Dataset items:
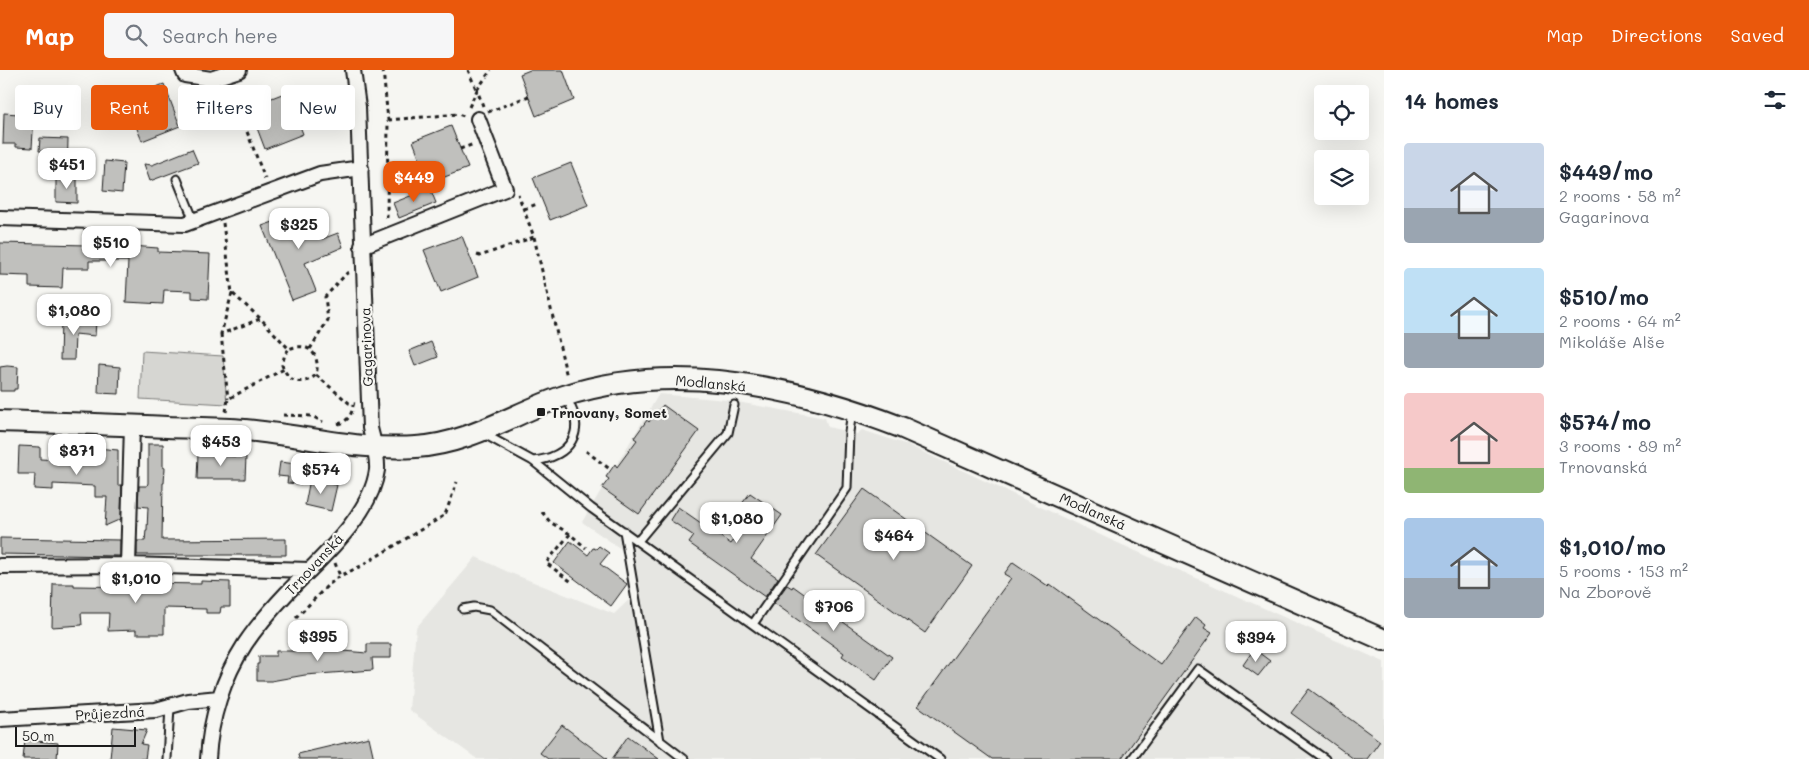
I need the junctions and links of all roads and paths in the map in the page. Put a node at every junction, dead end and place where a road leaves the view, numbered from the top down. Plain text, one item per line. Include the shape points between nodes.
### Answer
1 (183, 70) edge
2 (353, 70) edge
3 (383, 70) edge
4 (468, 70) edge
5 (491, 70) edge
6 (232, 72) edge
7 (477, 90) junction
8 (529, 96) dead end
9 (464, 116) junction
10 (474, 118) joint
11 (388, 120) junction
12 (361, 168) junction
13 (177, 179) dead end
14 (505, 189) junction
15 (270, 192) junction
16 (537, 204) dead end
17 (524, 209) junction
18 (221, 210) junction
19 (0, 218) edge
20 (194, 221) junction
21 (387, 236) junction
22 (534, 236) junction
23 (362, 246) junction
24 (477, 255) dead end
25 (363, 271) junction
26 (232, 293) junction
27 (261, 319) junction
28 (221, 334) junction
29 (289, 349) junction
30 (310, 349) junction
31 (284, 370) junction
32 (316, 375) junction
33 (568, 395) junction
34 (228, 399) junction
35 (368, 404) junction
36 (734, 405) dead end
37 (853, 409) junction
38 (226, 412) dead end
39 (0, 421) edge
40 (132, 425) junction
41 (480, 431) junction
42 (374, 446) junction
43 (586, 451) dead end
44 (533, 461) junction
45 (610, 470) dead end
46 (457, 482) dead end
47 (542, 512) dead end
48 (624, 531) junction
49 (570, 534) junction
50 (638, 541) junction
51 (586, 548) dead end
52 (334, 560) dead end
53 (128, 565) junction
54 (0, 566) edge
55 (310, 570) junction
56 (340, 576) junction
57 (573, 583) dead end
58 (306, 599) dead end
59 (310, 603) junction
60 (463, 609) dead end
61 (296, 618) dead end
62 (753, 624) junction
63 (1384, 640) edge
64 (219, 698) junction
65 (170, 707) junction
66 (0, 719) edge
67 (660, 741) junction
68 (167, 759) edge
69 (208, 759) edge
70 (684, 759) edge
71 (940, 759) edge
72 (1132, 759) edge
73 (1325, 759) edge

1 - 6 street via 185,75 210,79
2 - 12 street, Gagarinova
3 - 11 path
4 - 7 path
5 - 7 path
6 - 15 path
7 - 8 path via 485,113
7 - 9 path
9 - 10 path
9 - 11 path
10 - 14 street
11 - 21 path
12 - 15 street via 320,174
12 - 23 street, Gagarinova
13 - 20 lane
14 - 17 path via 515,186
14 - 21 street
15 - 18 street
16 - 17 path
17 - 22 path
18 - 20 street
18 - 26 path
19 - 20 street via 185,224
21 - 23 street
22 - 24 path
22 - 33 path
23 - 25 street, Gagarinova
25 - 30 path via 347,272 325,297 328,320
25 - 35 street, Gagarinova
26 - 27 path
26 - 28 path
27 - 28 path
27 - 29 path
28 - 34 path
29 - 30 path via 295,346
29 - 31 path via 283,359
30 - 32 path via 316,358
31 - 32 path via 293,381 306,382
31 - 34 path
32 - 35 path via 349,403
33 - 37 street, Modlanská via 655,379 744,385
33 - 41 street, Modlanská
33 - 44 lane via 576,418 576,433 571,444 547,460
34 - 38 path
35 - 42 street, Gagarinova
36 - 50 lane via 728,433
37 - 62 lane via 847,488
37 - 63 street, Modlanská
39 - 40 street, Modlanská
40 - 42 street, Modlanská via 245,430
40 - 53 street
41 - 42 street, Modlanská via 444,444 404,448
41 - 44 lane
42 - 55 street, Trnovanská via 377,470 372,488 341,537
43 - 45 path
44 - 48 lane
46 - 56 path via 445,515
47 - 49 path via 550,522
48 - 50 lane
48 - 67 lane
49 - 51 path
49 - 57 path via 546,562
50 - 62 lane
52 - 56 path
53 - 54 street
53 - 55 street
55 - 64 street, Trnovanská via 285,594 245,644 232,665
56 - 59 path
58 - 59 path
59 - 61 path
60 - 67 lane via 490,610
62 - 71 lane
64 - 65 street, Průjezdná via 188,701
64 - 69 street, Trnovanská
65 - 66 street, Průjezdná
65 - 68 lane
67 - 70 lane
72 - 73 lane via 1198,669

= What the task asks =
Retype all the records exactly and keep out every picture.

= Output =
I need the junctions and links of all roads and paths in the map in the page. Put a node at every junction, dead end and place where a road leaves the view, numbered from the top down. Plain text, one item per line. Include the shape points between nodes.
### Answer
1 (183, 70) edge
2 (353, 70) edge
3 (383, 70) edge
4 (468, 70) edge
5 (491, 70) edge
6 (232, 72) edge
7 (477, 90) junction
8 (529, 96) dead end
9 (464, 116) junction
10 (474, 118) joint
11 (388, 120) junction
12 (361, 168) junction
13 (177, 179) dead end
14 (505, 189) junction
15 (270, 192) junction
16 (537, 204) dead end
17 (524, 209) junction
18 (221, 210) junction
19 (0, 218) edge
20 (194, 221) junction
21 (387, 236) junction
22 (534, 236) junction
23 (362, 246) junction
24 (477, 255) dead end
25 (363, 271) junction
26 (232, 293) junction
27 (261, 319) junction
28 (221, 334) junction
29 (289, 349) junction
30 (310, 349) junction
31 (284, 370) junction
32 (316, 375) junction
33 (568, 395) junction
34 (228, 399) junction
35 (368, 404) junction
36 (734, 405) dead end
37 (853, 409) junction
38 (226, 412) dead end
39 (0, 421) edge
40 (132, 425) junction
41 (480, 431) junction
42 (374, 446) junction
43 (586, 451) dead end
44 (533, 461) junction
45 (610, 470) dead end
46 (457, 482) dead end
47 (542, 512) dead end
48 (624, 531) junction
49 (570, 534) junction
50 (638, 541) junction
51 (586, 548) dead end
52 (334, 560) dead end
53 (128, 565) junction
54 (0, 566) edge
55 (310, 570) junction
56 (340, 576) junction
57 (573, 583) dead end
58 (306, 599) dead end
59 (310, 603) junction
60 (463, 609) dead end
61 (296, 618) dead end
62 (753, 624) junction
63 (1384, 640) edge
64 (219, 698) junction
65 (170, 707) junction
66 (0, 719) edge
67 (660, 741) junction
68 (167, 759) edge
69 (208, 759) edge
70 (684, 759) edge
71 (940, 759) edge
72 (1132, 759) edge
73 (1325, 759) edge

1 - 6 street via 185,75 210,79
2 - 12 street, Gagarinova
3 - 11 path
4 - 7 path
5 - 7 path
6 - 15 path
7 - 8 path via 485,113
7 - 9 path
9 - 10 path
9 - 11 path
10 - 14 street
11 - 21 path
12 - 15 street via 320,174
12 - 23 street, Gagarinova
13 - 20 lane
14 - 17 path via 515,186
14 - 21 street
15 - 18 street
16 - 17 path
17 - 22 path
18 - 20 street
18 - 26 path
19 - 20 street via 185,224
21 - 23 street
22 - 24 path
22 - 33 path
23 - 25 street, Gagarinova
25 - 30 path via 347,272 325,297 328,320
25 - 35 street, Gagarinova
26 - 27 path
26 - 28 path
27 - 28 path
27 - 29 path
28 - 34 path
29 - 30 path via 295,346
29 - 31 path via 283,359
30 - 32 path via 316,358
31 - 32 path via 293,381 306,382
31 - 34 path
32 - 35 path via 349,403
33 - 37 street, Modlanská via 655,379 744,385
33 - 41 street, Modlanská
33 - 44 lane via 576,418 576,433 571,444 547,460
34 - 38 path
35 - 42 street, Gagarinova
36 - 50 lane via 728,433
37 - 62 lane via 847,488
37 - 63 street, Modlanská
39 - 40 street, Modlanská
40 - 42 street, Modlanská via 245,430
40 - 53 street
41 - 42 street, Modlanská via 444,444 404,448
41 - 44 lane
42 - 55 street, Trnovanská via 377,470 372,488 341,537
43 - 45 path
44 - 48 lane
46 - 56 path via 445,515
47 - 49 path via 550,522
48 - 50 lane
48 - 67 lane
49 - 51 path
49 - 57 path via 546,562
50 - 62 lane
52 - 56 path
53 - 54 street
53 - 55 street
55 - 64 street, Trnovanská via 285,594 245,644 232,665
56 - 59 path
58 - 59 path
59 - 61 path
60 - 67 lane via 490,610
62 - 71 lane
64 - 65 street, Průjezdná via 188,701
64 - 69 street, Trnovanská
65 - 66 street, Průjezdná
65 - 68 lane
67 - 70 lane
72 - 73 lane via 1198,669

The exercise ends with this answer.